Filter the material below so that only lines containing "road" remain.

RAW DATA »
# # # # #
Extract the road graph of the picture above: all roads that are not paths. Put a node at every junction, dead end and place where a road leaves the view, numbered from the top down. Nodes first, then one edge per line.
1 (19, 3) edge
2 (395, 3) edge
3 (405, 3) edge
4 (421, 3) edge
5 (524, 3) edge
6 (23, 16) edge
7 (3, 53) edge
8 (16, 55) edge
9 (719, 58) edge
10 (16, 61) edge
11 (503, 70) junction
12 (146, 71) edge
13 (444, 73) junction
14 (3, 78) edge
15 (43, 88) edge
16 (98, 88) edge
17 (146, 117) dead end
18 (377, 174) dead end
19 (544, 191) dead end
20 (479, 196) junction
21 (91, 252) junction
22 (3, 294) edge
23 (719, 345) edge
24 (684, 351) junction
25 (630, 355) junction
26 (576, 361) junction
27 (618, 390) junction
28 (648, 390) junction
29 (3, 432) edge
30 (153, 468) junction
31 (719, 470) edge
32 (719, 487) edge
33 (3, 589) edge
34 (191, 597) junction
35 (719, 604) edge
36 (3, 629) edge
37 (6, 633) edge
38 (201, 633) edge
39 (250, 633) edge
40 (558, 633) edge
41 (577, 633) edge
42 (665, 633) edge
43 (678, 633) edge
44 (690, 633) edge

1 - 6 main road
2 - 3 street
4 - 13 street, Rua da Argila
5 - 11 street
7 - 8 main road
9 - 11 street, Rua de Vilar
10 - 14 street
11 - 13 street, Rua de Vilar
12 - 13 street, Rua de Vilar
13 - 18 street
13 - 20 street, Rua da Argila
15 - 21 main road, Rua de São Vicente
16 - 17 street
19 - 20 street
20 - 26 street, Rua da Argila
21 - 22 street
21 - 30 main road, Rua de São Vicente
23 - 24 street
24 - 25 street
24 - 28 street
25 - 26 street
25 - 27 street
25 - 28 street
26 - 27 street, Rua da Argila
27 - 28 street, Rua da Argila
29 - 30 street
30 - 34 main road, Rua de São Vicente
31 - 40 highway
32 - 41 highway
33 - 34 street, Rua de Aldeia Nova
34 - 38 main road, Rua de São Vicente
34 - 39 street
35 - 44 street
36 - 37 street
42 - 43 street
# # # # #
SOLUTION »
Extract the road graph of the picture above: all roads that are not paths. Put a node at every junction, dead end and place where a road leaves the view, numbered from the top down. Nodes first, then one edge per line.
1 - 6 main road
7 - 8 main road
15 - 21 main road, Rua de São Vicente
21 - 30 main road, Rua de São Vicente
30 - 34 main road, Rua de São Vicente
34 - 38 main road, Rua de São Vicente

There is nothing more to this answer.